I meet Jamie’s gaze, the unspoken agreement to slip out of bed and talk about what just went down, already in the air.

Tossing a towel to him, I pull another one around my own waist and follow him into the small living room, hopefully out of earshot from Abi. The floor creaks like a warning to us, and we both freeze, listening to make sure she’s still breathing softly and evenly before we sit down.

This isn’t like the last time, where my adrenaline was steadily pumping, pushing me for more of Abi, for another shot of her straight to the heart. This is different. Man, when they say babies change everything, they really mean it.

Jamie settles back further into the couch and crosses his arms—his defensive move. It’s like he’s trying to brace himself for whatever else is about to happen.

‘So that just happened. Again.’

The clock on the wall loudly ticks the seconds as I think of what to say. ‘There goes taking everything slow, I guess.’ It was something Jamie and I have brought up here and there over the past week…ever since Abi told us she was pregnant. We didn’t want to overwhelm her with our feelings, especially since we had no idea what she planned on doing. Taking it slow and easy with her was supposed to be the first step in making this all work. At least, that was the original idea. But now? Looking at the space that separates me and my brother, I know the truth. We’re in it. For life. Taking it slow or not, it won’t matter to us.

But that’s if everything else lines up just right, too. Including Abi’s actions and words. ‘Can we really do this, though?’ I whisper hoarsely, not at all surprised by the way my throat tightens up around the thought. ‘We’re talking next-level kind of stuff, here, Jamie. This isn’t just sharing some random wild drunken night with a girl, and then leaving the next morning. The sex is one thing, sure, but this is serious. This goes beyond just the night. It spans from now until forever. This is making a family work, no matter what.’

At least Jamie considers my words for more than a nano-second before shaking his head. ‘Look, I get it, Jared. We already know all that. And if we ever wanted to have this…this whole family thing on our own…I don’t know, man. We’ve gotta face the facts, here. Anytime one of us is dating someone, it always creates a big problem. It’s irritating as hell when someone pulls us apart because you and I both know we’ve always been too close and too jealous. Remember when you were dating Andrea a few years ago? She complained that I was always around and thought it was creepy or something. Then Hazel…she had the balls to tell you to your face that you needed to back the hell off so she could fuck me in my room whenever she felt like it. We don’t want more of that shit, Jared. This whole thing? It fits like a fucking puzzle piece, no matter how weird it may seem to anyone outside looking in. Doesn’t it just…make sense?’ he points out, pleading with me.

‘Do you think you can deal with not knowing which of us is the father?’
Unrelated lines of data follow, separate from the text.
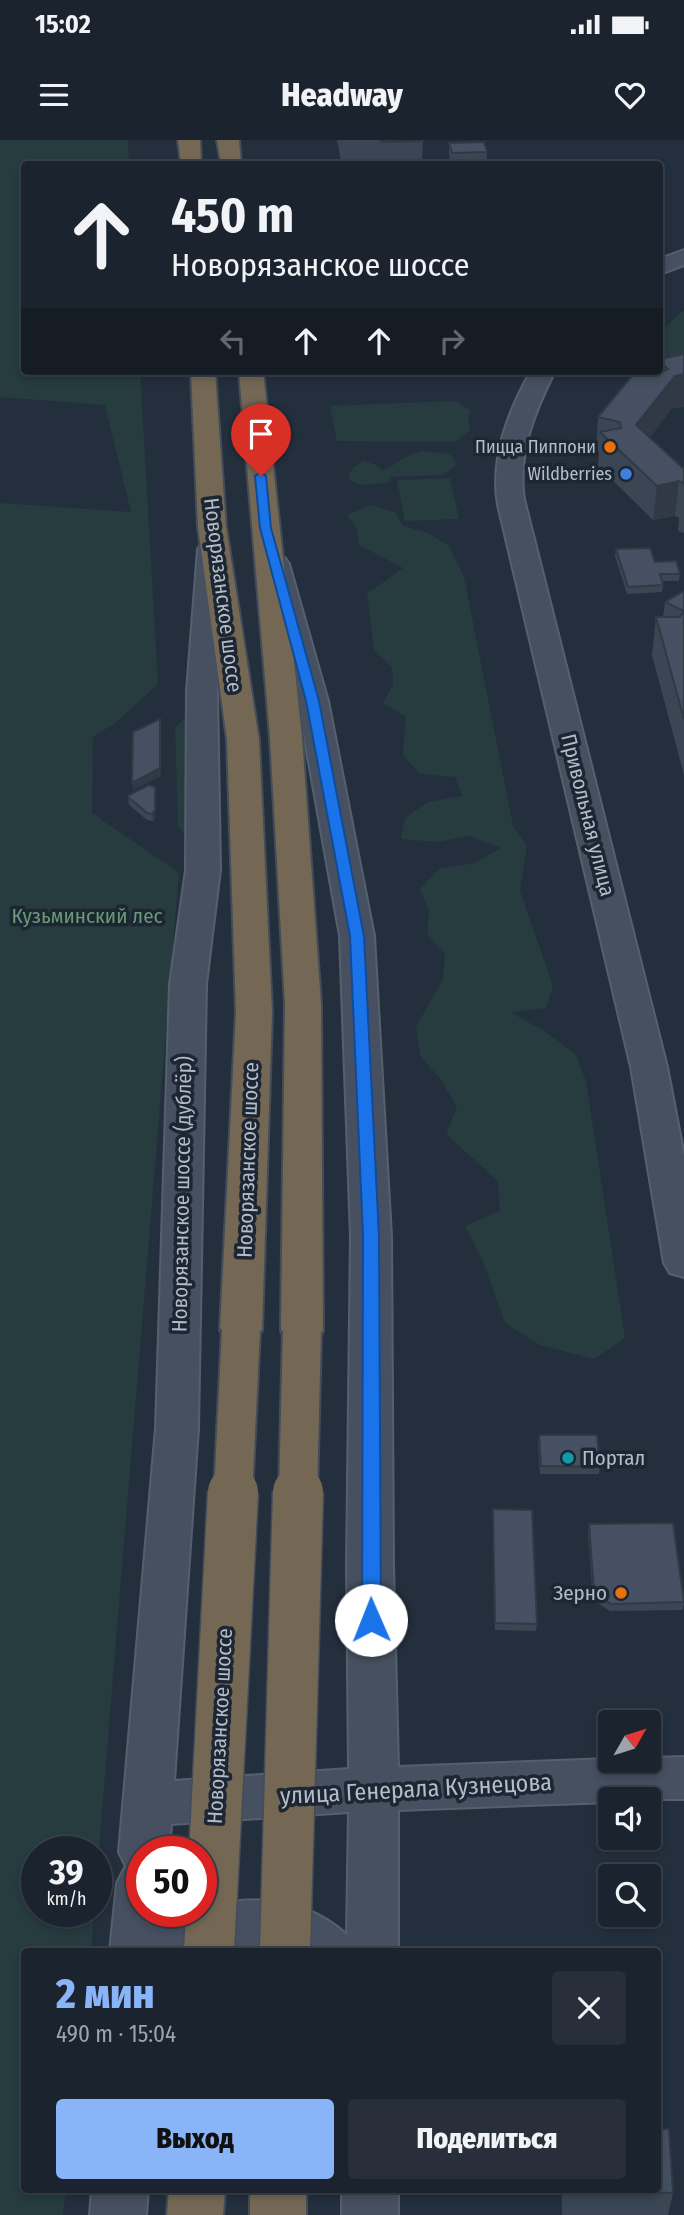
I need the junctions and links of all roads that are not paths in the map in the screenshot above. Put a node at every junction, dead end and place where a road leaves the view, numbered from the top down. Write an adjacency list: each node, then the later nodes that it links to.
1 (189, 140): 3 (highway)
2 (228, 140): 4 (highway)
3 (191, 161)
4 (231, 161)
5 (684, 257): 6 (main road)
6 (663, 266)
7 (203, 375): 11 (highway, Новорязанское шоссе)
8 (251, 375): 10 (highway)
9 (541, 375): 12 (main road, Привольная улица)
10 (266, 528): 14 (main road); 21 (highway, bridge)
11 (213, 537): 15 (main road, Новорязанское шоссе (дублёр)); 20 (highway, Новорязанское шоссе, bridge)
12 (684, 1263)
13 (684, 1778): 14 (main road, улица Генерала Кузнецова)
14 (374, 1789): 15 (main road, улица Генерала Кузнецова); 23 (main road)
15 (148, 1804): 16 (main road, Новорязанское шоссе (дублёр))
16 (145, 1836)
17 (138, 1927): 18 (main road)
18 (136, 1948)
19 (181, 1948): 22 (main road)
20 (209, 1948)
21 (285, 1948)
22 (323, 1948)
23 (372, 1948)
24 (120, 2193): 28 (main road)
25 (197, 2193): 29 (highway)
26 (278, 2193): 30 (highway)
27 (370, 2193): 31 (main road)
28 (118, 2215)
29 (195, 2215)
30 (278, 2215)
31 (370, 2215)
I don’t know why I keep thinking up every worse-case-scenario here. Maybe I’m just projecting all my worries, hoping Jamie can come up with a decent solution. My gut twists, reminding me that things don’t always go as planned. I can’t imagine a world where Jamie and I resent each other—it’s impossible. Trying to imagine a world without Abi in my arms at night cuts like a sharp blade.

Jamie leans forward, nudging me with his fist. ‘I can,” he says. Any child of yours would be like a child of mine. Can you?’

I nod. He’s right. I’d love his kid like my own, in this situation or another. “I feel the same.”

‘ Jamie nods. ‘So, then…’

‘We’re good?’ The words hang in between us, heavy. This feels like the most momentous conversation and we’re both sitting in towels to have it.